# Input records
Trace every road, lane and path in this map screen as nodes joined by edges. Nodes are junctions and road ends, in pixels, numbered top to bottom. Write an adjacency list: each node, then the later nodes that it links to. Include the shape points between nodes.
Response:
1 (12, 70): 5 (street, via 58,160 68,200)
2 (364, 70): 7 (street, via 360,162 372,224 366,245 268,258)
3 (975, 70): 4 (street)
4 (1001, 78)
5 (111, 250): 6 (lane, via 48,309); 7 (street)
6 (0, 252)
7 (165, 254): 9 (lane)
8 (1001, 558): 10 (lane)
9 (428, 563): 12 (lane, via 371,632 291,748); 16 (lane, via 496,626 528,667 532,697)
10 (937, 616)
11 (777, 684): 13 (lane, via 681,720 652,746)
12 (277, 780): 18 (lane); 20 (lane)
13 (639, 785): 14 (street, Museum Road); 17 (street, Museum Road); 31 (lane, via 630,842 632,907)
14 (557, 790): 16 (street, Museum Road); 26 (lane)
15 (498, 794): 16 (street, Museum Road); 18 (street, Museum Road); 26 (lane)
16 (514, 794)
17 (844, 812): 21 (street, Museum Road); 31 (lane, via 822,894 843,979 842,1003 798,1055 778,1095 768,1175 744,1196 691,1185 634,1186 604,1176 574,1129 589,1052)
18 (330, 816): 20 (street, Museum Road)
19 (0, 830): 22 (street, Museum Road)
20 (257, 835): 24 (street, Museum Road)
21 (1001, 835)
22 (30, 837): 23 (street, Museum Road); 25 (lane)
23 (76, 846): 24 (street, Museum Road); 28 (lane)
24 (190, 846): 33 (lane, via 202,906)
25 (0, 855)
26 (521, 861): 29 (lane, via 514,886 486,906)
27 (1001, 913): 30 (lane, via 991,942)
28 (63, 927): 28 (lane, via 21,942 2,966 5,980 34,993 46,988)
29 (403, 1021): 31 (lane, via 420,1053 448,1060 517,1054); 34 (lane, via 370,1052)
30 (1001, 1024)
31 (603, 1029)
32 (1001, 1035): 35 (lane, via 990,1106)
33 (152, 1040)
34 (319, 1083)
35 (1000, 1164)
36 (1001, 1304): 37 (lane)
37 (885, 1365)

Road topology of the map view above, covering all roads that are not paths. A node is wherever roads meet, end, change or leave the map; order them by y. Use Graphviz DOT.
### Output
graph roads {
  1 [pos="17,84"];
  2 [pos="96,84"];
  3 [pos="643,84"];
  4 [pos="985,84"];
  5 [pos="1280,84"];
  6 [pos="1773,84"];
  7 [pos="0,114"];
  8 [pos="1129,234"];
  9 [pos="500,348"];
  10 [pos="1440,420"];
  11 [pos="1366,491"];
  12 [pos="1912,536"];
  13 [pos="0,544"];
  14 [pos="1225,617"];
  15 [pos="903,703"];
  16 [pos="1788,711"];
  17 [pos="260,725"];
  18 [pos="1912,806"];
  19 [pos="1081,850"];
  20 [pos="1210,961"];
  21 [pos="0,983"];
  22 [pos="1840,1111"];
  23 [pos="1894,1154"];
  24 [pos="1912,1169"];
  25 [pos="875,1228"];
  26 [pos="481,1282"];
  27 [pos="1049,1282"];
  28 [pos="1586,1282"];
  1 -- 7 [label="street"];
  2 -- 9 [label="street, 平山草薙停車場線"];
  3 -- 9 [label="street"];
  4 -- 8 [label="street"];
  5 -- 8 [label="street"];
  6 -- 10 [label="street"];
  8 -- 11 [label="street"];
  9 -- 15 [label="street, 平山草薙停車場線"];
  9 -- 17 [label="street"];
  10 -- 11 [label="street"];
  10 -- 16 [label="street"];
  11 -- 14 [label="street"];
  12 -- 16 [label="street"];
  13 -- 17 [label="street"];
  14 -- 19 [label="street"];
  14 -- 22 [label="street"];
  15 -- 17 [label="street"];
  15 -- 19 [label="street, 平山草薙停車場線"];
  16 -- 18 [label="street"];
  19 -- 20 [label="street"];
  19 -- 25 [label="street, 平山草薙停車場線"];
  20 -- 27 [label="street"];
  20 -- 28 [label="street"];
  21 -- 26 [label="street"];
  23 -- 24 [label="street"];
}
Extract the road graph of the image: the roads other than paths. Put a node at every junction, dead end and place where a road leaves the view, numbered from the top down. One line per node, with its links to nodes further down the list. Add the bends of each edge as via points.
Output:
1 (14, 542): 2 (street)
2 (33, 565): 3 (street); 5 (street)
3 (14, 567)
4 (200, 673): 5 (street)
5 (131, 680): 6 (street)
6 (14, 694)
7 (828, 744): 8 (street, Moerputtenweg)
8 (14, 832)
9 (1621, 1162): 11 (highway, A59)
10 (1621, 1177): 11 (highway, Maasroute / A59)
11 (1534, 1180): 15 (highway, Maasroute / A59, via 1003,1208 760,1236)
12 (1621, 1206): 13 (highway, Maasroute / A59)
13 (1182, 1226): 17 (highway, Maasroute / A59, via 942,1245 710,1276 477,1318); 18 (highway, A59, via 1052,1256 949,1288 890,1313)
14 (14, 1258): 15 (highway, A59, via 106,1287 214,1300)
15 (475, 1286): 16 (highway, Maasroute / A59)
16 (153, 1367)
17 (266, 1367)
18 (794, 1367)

# Exercise instructions
Would you print all of the entries exactly as they stand?

# Exercise output
Trace every road, lane and path in this map screen as nodes joined by edges. Nodes are junctions and road ends, in pixels, numbered top to bottom. Write an adjacency list: each node, then the later nodes that it links to. Include the shape points between nodes.
Response:
1 (12, 70): 5 (street, via 58,160 68,200)
2 (364, 70): 7 (street, via 360,162 372,224 366,245 268,258)
3 (975, 70): 4 (street)
4 (1001, 78)
5 (111, 250): 6 (lane, via 48,309); 7 (street)
6 (0, 252)
7 (165, 254): 9 (lane)
8 (1001, 558): 10 (lane)
9 (428, 563): 12 (lane, via 371,632 291,748); 16 (lane, via 496,626 528,667 532,697)
10 (937, 616)
11 (777, 684): 13 (lane, via 681,720 652,746)
12 (277, 780): 18 (lane); 20 (lane)
13 (639, 785): 14 (street, Museum Road); 17 (street, Museum Road); 31 (lane, via 630,842 632,907)
14 (557, 790): 16 (street, Museum Road); 26 (lane)
15 (498, 794): 16 (street, Museum Road); 18 (street, Museum Road); 26 (lane)
16 (514, 794)
17 (844, 812): 21 (street, Museum Road); 31 (lane, via 822,894 843,979 842,1003 798,1055 778,1095 768,1175 744,1196 691,1185 634,1186 604,1176 574,1129 589,1052)
18 (330, 816): 20 (street, Museum Road)
19 (0, 830): 22 (street, Museum Road)
20 (257, 835): 24 (street, Museum Road)
21 (1001, 835)
22 (30, 837): 23 (street, Museum Road); 25 (lane)
23 (76, 846): 24 (street, Museum Road); 28 (lane)
24 (190, 846): 33 (lane, via 202,906)
25 (0, 855)
26 (521, 861): 29 (lane, via 514,886 486,906)
27 (1001, 913): 30 (lane, via 991,942)
28 (63, 927): 28 (lane, via 21,942 2,966 5,980 34,993 46,988)
29 (403, 1021): 31 (lane, via 420,1053 448,1060 517,1054); 34 (lane, via 370,1052)
30 (1001, 1024)
31 (603, 1029)
32 (1001, 1035): 35 (lane, via 990,1106)
33 (152, 1040)
34 (319, 1083)
35 (1000, 1164)
36 (1001, 1304): 37 (lane)
37 (885, 1365)

Road topology of the map view above, covering all roads that are not paths. A node is wherever roads meet, end, change or leave the map; order them by y. Use Graphviz DOT.
### Output
graph roads {
  1 [pos="17,84"];
  2 [pos="96,84"];
  3 [pos="643,84"];
  4 [pos="985,84"];
  5 [pos="1280,84"];
  6 [pos="1773,84"];
  7 [pos="0,114"];
  8 [pos="1129,234"];
  9 [pos="500,348"];
  10 [pos="1440,420"];
  11 [pos="1366,491"];
  12 [pos="1912,536"];
  13 [pos="0,544"];
  14 [pos="1225,617"];
  15 [pos="903,703"];
  16 [pos="1788,711"];
  17 [pos="260,725"];
  18 [pos="1912,806"];
  19 [pos="1081,850"];
  20 [pos="1210,961"];
  21 [pos="0,983"];
  22 [pos="1840,1111"];
  23 [pos="1894,1154"];
  24 [pos="1912,1169"];
  25 [pos="875,1228"];
  26 [pos="481,1282"];
  27 [pos="1049,1282"];
  28 [pos="1586,1282"];
  1 -- 7 [label="street"];
  2 -- 9 [label="street, 平山草薙停車場線"];
  3 -- 9 [label="street"];
  4 -- 8 [label="street"];
  5 -- 8 [label="street"];
  6 -- 10 [label="street"];
  8 -- 11 [label="street"];
  9 -- 15 [label="street, 平山草薙停車場線"];
  9 -- 17 [label="street"];
  10 -- 11 [label="street"];
  10 -- 16 [label="street"];
  11 -- 14 [label="street"];
  12 -- 16 [label="street"];
  13 -- 17 [label="street"];
  14 -- 19 [label="street"];
  14 -- 22 [label="street"];
  15 -- 17 [label="street"];
  15 -- 19 [label="street, 平山草薙停車場線"];
  16 -- 18 [label="street"];
  19 -- 20 [label="street"];
  19 -- 25 [label="street, 平山草薙停車場線"];
  20 -- 27 [label="street"];
  20 -- 28 [label="street"];
  21 -- 26 [label="street"];
  23 -- 24 [label="street"];
}
Extract the road graph of the image: the roads other than paths. Put a node at every junction, dead end and place where a road leaves the view, numbered from the top down. One line per node, with its links to nodes further down the list. Add the bends of each edge as via points.
Output:
1 (14, 542): 2 (street)
2 (33, 565): 3 (street); 5 (street)
3 (14, 567)
4 (200, 673): 5 (street)
5 (131, 680): 6 (street)
6 (14, 694)
7 (828, 744): 8 (street, Moerputtenweg)
8 (14, 832)
9 (1621, 1162): 11 (highway, A59)
10 (1621, 1177): 11 (highway, Maasroute / A59)
11 (1534, 1180): 15 (highway, Maasroute / A59, via 1003,1208 760,1236)
12 (1621, 1206): 13 (highway, Maasroute / A59)
13 (1182, 1226): 17 (highway, Maasroute / A59, via 942,1245 710,1276 477,1318); 18 (highway, A59, via 1052,1256 949,1288 890,1313)
14 (14, 1258): 15 (highway, A59, via 106,1287 214,1300)
15 (475, 1286): 16 (highway, Maasroute / A59)
16 (153, 1367)
17 (266, 1367)
18 (794, 1367)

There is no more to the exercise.